## Directions for this task
Give back a single figure: the number of lines in the entries below that contain "Forough".

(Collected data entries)
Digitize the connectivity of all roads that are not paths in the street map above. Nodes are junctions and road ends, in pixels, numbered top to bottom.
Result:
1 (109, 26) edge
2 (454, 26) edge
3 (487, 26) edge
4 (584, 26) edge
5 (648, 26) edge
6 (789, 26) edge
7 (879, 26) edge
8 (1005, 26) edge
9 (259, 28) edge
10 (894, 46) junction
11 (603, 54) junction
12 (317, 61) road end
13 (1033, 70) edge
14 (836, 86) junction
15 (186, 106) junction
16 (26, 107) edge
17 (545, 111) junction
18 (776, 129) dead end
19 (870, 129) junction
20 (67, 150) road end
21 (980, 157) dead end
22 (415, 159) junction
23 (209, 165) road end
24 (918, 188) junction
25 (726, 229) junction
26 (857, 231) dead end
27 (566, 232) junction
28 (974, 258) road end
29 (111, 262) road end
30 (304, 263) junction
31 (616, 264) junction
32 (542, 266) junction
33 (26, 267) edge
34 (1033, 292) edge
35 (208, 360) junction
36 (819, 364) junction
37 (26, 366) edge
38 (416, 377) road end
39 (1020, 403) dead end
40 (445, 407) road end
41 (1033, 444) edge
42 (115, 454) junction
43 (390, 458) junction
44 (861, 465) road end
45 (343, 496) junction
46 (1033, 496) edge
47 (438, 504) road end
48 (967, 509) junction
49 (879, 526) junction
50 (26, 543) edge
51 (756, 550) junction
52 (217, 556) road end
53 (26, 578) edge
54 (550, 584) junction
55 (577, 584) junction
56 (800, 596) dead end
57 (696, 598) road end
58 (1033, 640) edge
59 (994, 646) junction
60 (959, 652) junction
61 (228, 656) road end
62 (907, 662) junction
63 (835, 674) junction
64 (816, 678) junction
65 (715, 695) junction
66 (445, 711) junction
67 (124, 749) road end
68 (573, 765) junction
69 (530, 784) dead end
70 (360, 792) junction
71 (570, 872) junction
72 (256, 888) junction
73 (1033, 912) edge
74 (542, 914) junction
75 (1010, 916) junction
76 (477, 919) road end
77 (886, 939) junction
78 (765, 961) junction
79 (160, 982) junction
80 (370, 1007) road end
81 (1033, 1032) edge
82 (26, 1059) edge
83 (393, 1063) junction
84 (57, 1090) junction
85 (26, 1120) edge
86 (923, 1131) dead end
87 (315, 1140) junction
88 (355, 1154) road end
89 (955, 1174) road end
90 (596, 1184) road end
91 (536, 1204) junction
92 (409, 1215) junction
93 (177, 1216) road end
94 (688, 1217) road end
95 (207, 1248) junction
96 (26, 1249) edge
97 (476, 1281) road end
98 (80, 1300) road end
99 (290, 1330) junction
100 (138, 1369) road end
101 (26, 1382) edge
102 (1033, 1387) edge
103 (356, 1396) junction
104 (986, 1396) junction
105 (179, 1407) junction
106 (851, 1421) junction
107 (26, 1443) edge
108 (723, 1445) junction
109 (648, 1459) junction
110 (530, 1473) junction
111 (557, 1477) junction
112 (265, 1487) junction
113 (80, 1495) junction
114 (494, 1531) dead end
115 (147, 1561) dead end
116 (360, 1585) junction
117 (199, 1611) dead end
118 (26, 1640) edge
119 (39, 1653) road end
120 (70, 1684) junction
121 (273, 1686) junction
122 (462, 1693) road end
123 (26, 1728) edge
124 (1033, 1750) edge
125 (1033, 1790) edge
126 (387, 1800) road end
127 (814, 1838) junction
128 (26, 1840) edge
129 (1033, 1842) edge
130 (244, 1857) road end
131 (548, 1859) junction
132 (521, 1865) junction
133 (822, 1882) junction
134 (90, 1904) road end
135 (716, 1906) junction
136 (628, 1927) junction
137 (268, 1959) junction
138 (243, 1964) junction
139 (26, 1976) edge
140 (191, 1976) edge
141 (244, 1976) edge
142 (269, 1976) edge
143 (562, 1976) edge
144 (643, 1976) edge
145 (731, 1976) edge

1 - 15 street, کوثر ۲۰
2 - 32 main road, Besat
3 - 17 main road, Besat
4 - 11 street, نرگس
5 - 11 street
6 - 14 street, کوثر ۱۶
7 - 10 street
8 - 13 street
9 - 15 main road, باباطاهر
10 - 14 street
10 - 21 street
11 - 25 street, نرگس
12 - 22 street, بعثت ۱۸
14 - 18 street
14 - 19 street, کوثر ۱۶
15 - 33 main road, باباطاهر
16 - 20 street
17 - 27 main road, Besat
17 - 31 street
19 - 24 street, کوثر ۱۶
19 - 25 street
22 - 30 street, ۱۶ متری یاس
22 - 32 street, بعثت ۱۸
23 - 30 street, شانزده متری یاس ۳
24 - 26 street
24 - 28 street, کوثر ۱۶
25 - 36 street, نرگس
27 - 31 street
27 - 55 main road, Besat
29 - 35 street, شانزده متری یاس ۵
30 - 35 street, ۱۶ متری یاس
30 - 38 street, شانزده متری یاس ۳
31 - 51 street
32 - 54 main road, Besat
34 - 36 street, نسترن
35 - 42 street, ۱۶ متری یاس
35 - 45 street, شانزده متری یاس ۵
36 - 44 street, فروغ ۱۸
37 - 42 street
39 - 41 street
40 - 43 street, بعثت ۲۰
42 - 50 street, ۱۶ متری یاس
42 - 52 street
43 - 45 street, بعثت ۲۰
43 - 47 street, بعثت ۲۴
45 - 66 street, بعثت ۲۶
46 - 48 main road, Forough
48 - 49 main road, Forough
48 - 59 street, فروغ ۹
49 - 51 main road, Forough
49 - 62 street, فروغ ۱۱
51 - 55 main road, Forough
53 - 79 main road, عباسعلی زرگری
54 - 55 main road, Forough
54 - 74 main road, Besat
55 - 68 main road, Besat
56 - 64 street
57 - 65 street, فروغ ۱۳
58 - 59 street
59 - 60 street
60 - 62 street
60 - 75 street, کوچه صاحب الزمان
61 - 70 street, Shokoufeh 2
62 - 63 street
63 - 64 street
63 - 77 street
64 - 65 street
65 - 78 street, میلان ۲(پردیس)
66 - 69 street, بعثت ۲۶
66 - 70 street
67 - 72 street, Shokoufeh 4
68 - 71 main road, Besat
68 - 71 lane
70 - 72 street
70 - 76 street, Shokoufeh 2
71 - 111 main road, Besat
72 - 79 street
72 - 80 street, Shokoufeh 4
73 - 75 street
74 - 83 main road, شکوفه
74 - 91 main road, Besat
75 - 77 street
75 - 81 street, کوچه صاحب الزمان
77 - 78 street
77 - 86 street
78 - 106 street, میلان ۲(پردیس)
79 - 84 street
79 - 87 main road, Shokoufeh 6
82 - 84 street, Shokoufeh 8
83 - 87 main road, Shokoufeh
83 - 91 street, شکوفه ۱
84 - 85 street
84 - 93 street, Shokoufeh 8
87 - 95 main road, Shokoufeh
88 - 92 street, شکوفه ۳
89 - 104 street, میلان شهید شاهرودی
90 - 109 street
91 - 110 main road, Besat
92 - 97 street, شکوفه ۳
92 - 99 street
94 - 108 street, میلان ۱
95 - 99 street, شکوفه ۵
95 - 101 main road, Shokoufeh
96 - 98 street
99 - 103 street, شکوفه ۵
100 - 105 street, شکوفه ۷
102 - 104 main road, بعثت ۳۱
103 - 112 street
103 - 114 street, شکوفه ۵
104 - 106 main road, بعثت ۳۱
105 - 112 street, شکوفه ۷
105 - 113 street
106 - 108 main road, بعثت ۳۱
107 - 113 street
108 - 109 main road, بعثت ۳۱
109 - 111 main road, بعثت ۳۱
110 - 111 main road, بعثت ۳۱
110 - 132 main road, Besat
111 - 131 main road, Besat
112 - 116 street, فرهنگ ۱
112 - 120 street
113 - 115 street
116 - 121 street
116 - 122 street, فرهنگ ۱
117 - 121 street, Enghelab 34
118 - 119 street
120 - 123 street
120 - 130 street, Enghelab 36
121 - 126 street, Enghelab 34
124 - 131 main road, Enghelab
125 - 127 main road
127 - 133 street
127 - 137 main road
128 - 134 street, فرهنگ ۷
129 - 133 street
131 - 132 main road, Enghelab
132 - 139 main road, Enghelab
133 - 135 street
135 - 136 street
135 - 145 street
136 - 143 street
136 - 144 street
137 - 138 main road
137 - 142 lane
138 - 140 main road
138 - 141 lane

## Answer to this task
5